┌────────
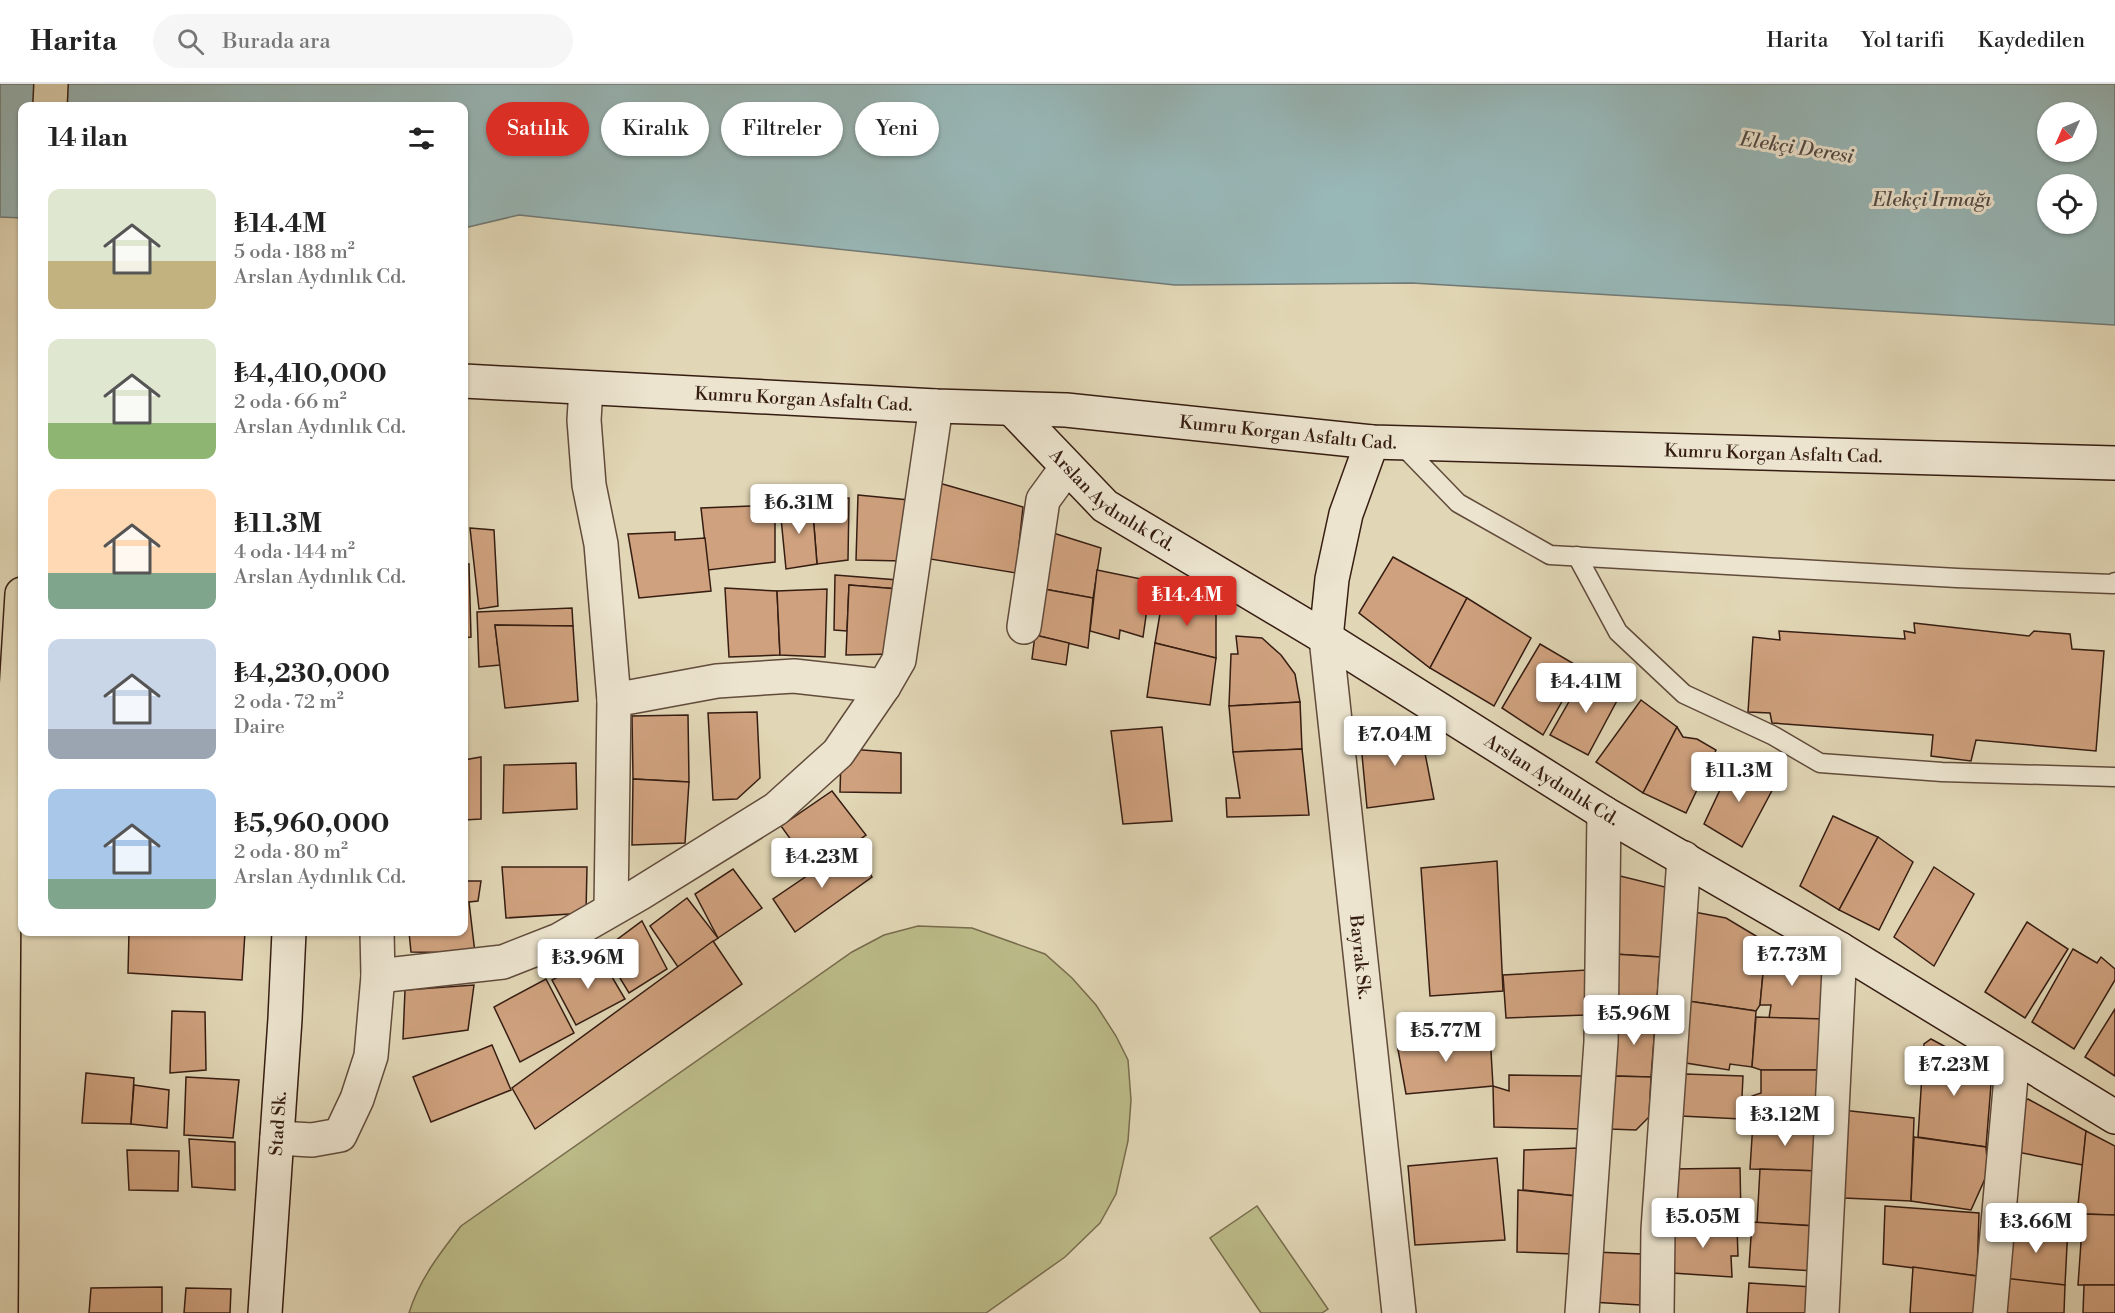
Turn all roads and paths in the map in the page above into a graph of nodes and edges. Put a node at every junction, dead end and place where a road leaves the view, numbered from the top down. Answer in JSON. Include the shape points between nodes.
{"nodes":[{"id":1,"x":51,"y":84,"type":"edge"},
{"id":2,"x":50,"y":102,"type":"edge"},
{"id":3,"x":468,"y":382,"type":"edge"},
{"id":4,"x":586,"y":388,"type":"junction"},
{"id":5,"x":936,"y":406,"type":"junction"},
{"id":6,"x":1013,"y":410,"type":"junction"},
{"id":7,"x":1386,"y":442,"type":"junction"},
{"id":8,"x":2115,"y":463,"type":"edge"},
{"id":9,"x":1067,"y":467,"type":"junction"},
{"id":10,"x":1577,"y":556,"type":"junction"},
{"id":11,"x":2115,"y":582,"type":"edge"},
{"id":12,"x":1024,"y":627,"type":"dead end"},
{"id":13,"x":1326,"y":638,"type":"junction"},
{"id":14,"x":18,"y":659,"type":"edge"},
{"id":15,"x":884,"y":686,"type":"junction"},
{"id":16,"x":614,"y":700,"type":"junction"},
{"id":17,"x":2115,"y":777,"type":"edge"},
{"id":18,"x":1604,"y":813,"type":"junction"},
{"id":19,"x":1684,"y":858,"type":"junction"},
{"id":20,"x":611,"y":909,"type":"junction"},
{"id":21,"x":289,"y":936,"type":"edge"},
{"id":22,"x":377,"y":936,"type":"edge"},
{"id":23,"x":1840,"y":949,"type":"junction"},
{"id":24,"x":378,"y":976,"type":"junction"},
{"id":25,"x":2013,"y":1055,"type":"junction"},
{"id":26,"x":2115,"y":1117,"type":"edge"},
{"id":27,"x":277,"y":1138,"type":"junction"},
{"id":28,"x":1,"y":1313,"type":"edge"},
{"id":29,"x":265,"y":1313,"type":"edge"},
{"id":30,"x":1399,"y":1313,"type":"edge"},
{"id":31,"x":1582,"y":1313,"type":"edge"},
{"id":32,"x":1657,"y":1313,"type":"edge"},
{"id":33,"x":1822,"y":1313,"type":"edge"},
{"id":34,"x":1990,"y":1313,"type":"edge"}],
"edges":[{"from":1,"to":2,"type":"highway"},
{"from":3,"to":4,"type":"street","name":"Kumru Korgan Asfaltı Cad."},
{"from":4,"to":5,"type":"street","name":"Kumru Korgan Asfaltı Cad."},
{"from":4,"to":16,"type":"street","via":[[589,485],[601,544]]},
{"from":5,"to":6,"type":"street","name":"Kumru Korgan Asfaltı Cad."},
{"from":5,"to":15,"type":"street","via":[[899,660]]},
{"from":6,"to":7,"type":"street","name":"Kumru Korgan Asfaltı Cad.","via":[[1066,410]]},
{"from":6,"to":9,"type":"street","name":"Arslan Aydınlık Cd."},
{"from":7,"to":8,"type":"street","name":"Kumru Korgan Asfaltı Cad."},
{"from":7,"to":10,"type":"lane","via":[[1458,503],[1550,555]]},
{"from":7,"to":13,"type":"street","name":"Bayrak Sk.","via":[[1346,514],[1332,579]]},
{"from":9,"to":12,"type":"street","via":[[1043,500]]},
{"from":9,"to":13,"type":"street","name":"Arslan Aydınlık Cd.","via":[[1105,506]]},
{"from":10,"to":11,"type":"lane","via":[[1957,578]]},
{"from":10,"to":17,"type":"lane","via":[[1618,632],[1684,694],[1821,763],[1942,772]]},
{"from":13,"to":18,"type":"street","name":"Arslan Aydınlık Cd."},
{"from":13,"to":30,"type":"street","name":"Bayrak Sk."},
{"from":14,"to":28,"type":"highway","via":[[4,888]]},
{"from":15,"to":16,"type":"street","via":[[794,676],[717,681]]},
{"from":15,"to":20,"type":"street","via":[[838,753],[776,809]]},
{"from":16,"to":20,"type":"street"},
{"from":18,"to":19,"type":"street","name":"Arslan Aydınlık Cd."},
{"from":18,"to":31,"type":"street","via":[[1601,1042]]},
{"from":19,"to":23,"type":"street","name":"Arslan Aydınlık Cd."},
{"from":19,"to":32,"type":"street","via":[[1658,1230]]},
{"from":20,"to":24,"type":"street","via":[[559,940],[503,962]]},
{"from":21,"to":27,"type":"street","name":"Stad Sk."},
{"from":22,"to":24,"type":"street"},
{"from":23,"to":25,"type":"street","name":"Arslan Aydınlık Cd."},
{"from":23,"to":33,"type":"street"},
{"from":24,"to":27,"type":"street","via":[[371,1056],[340,1135],[312,1140]]},
{"from":25,"to":26,"type":"street","name":"Arslan Aydınlık Cd."},
{"from":25,"to":34,"type":"street"},
{"from":27,"to":29,"type":"street","name":"Stad Sk."}]}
└────────
*Exercise*. Word for word, repeat all the data, but not its images.

*Answer area*.
Turn all roads and paths in the map in the page above into a graph of nodes and edges. Put a node at every junction, dead end and place where a road leaves the view, numbered from the top down. Answer in JSON. Include the shape points between nodes.
{"nodes":[{"id":1,"x":51,"y":84,"type":"edge"},
{"id":2,"x":50,"y":102,"type":"edge"},
{"id":3,"x":468,"y":382,"type":"edge"},
{"id":4,"x":586,"y":388,"type":"junction"},
{"id":5,"x":936,"y":406,"type":"junction"},
{"id":6,"x":1013,"y":410,"type":"junction"},
{"id":7,"x":1386,"y":442,"type":"junction"},
{"id":8,"x":2115,"y":463,"type":"edge"},
{"id":9,"x":1067,"y":467,"type":"junction"},
{"id":10,"x":1577,"y":556,"type":"junction"},
{"id":11,"x":2115,"y":582,"type":"edge"},
{"id":12,"x":1024,"y":627,"type":"dead end"},
{"id":13,"x":1326,"y":638,"type":"junction"},
{"id":14,"x":18,"y":659,"type":"edge"},
{"id":15,"x":884,"y":686,"type":"junction"},
{"id":16,"x":614,"y":700,"type":"junction"},
{"id":17,"x":2115,"y":777,"type":"edge"},
{"id":18,"x":1604,"y":813,"type":"junction"},
{"id":19,"x":1684,"y":858,"type":"junction"},
{"id":20,"x":611,"y":909,"type":"junction"},
{"id":21,"x":289,"y":936,"type":"edge"},
{"id":22,"x":377,"y":936,"type":"edge"},
{"id":23,"x":1840,"y":949,"type":"junction"},
{"id":24,"x":378,"y":976,"type":"junction"},
{"id":25,"x":2013,"y":1055,"type":"junction"},
{"id":26,"x":2115,"y":1117,"type":"edge"},
{"id":27,"x":277,"y":1138,"type":"junction"},
{"id":28,"x":1,"y":1313,"type":"edge"},
{"id":29,"x":265,"y":1313,"type":"edge"},
{"id":30,"x":1399,"y":1313,"type":"edge"},
{"id":31,"x":1582,"y":1313,"type":"edge"},
{"id":32,"x":1657,"y":1313,"type":"edge"},
{"id":33,"x":1822,"y":1313,"type":"edge"},
{"id":34,"x":1990,"y":1313,"type":"edge"}],
"edges":[{"from":1,"to":2,"type":"highway"},
{"from":3,"to":4,"type":"street","name":"Kumru Korgan Asfaltı Cad."},
{"from":4,"to":5,"type":"street","name":"Kumru Korgan Asfaltı Cad."},
{"from":4,"to":16,"type":"street","via":[[589,485],[601,544]]},
{"from":5,"to":6,"type":"street","name":"Kumru Korgan Asfaltı Cad."},
{"from":5,"to":15,"type":"street","via":[[899,660]]},
{"from":6,"to":7,"type":"street","name":"Kumru Korgan Asfaltı Cad.","via":[[1066,410]]},
{"from":6,"to":9,"type":"street","name":"Arslan Aydınlık Cd."},
{"from":7,"to":8,"type":"street","name":"Kumru Korgan Asfaltı Cad."},
{"from":7,"to":10,"type":"lane","via":[[1458,503],[1550,555]]},
{"from":7,"to":13,"type":"street","name":"Bayrak Sk.","via":[[1346,514],[1332,579]]},
{"from":9,"to":12,"type":"street","via":[[1043,500]]},
{"from":9,"to":13,"type":"street","name":"Arslan Aydınlık Cd.","via":[[1105,506]]},
{"from":10,"to":11,"type":"lane","via":[[1957,578]]},
{"from":10,"to":17,"type":"lane","via":[[1618,632],[1684,694],[1821,763],[1942,772]]},
{"from":13,"to":18,"type":"street","name":"Arslan Aydınlık Cd."},
{"from":13,"to":30,"type":"street","name":"Bayrak Sk."},
{"from":14,"to":28,"type":"highway","via":[[4,888]]},
{"from":15,"to":16,"type":"street","via":[[794,676],[717,681]]},
{"from":15,"to":20,"type":"street","via":[[838,753],[776,809]]},
{"from":16,"to":20,"type":"street"},
{"from":18,"to":19,"type":"street","name":"Arslan Aydınlık Cd."},
{"from":18,"to":31,"type":"street","via":[[1601,1042]]},
{"from":19,"to":23,"type":"street","name":"Arslan Aydınlık Cd."},
{"from":19,"to":32,"type":"street","via":[[1658,1230]]},
{"from":20,"to":24,"type":"street","via":[[559,940],[503,962]]},
{"from":21,"to":27,"type":"street","name":"Stad Sk."},
{"from":22,"to":24,"type":"street"},
{"from":23,"to":25,"type":"street","name":"Arslan Aydınlık Cd."},
{"from":23,"to":33,"type":"street"},
{"from":24,"to":27,"type":"street","via":[[371,1056],[340,1135],[312,1140]]},
{"from":25,"to":26,"type":"street","name":"Arslan Aydınlık Cd."},
{"from":25,"to":34,"type":"street"},
{"from":27,"to":29,"type":"street","name":"Stad Sk."}]}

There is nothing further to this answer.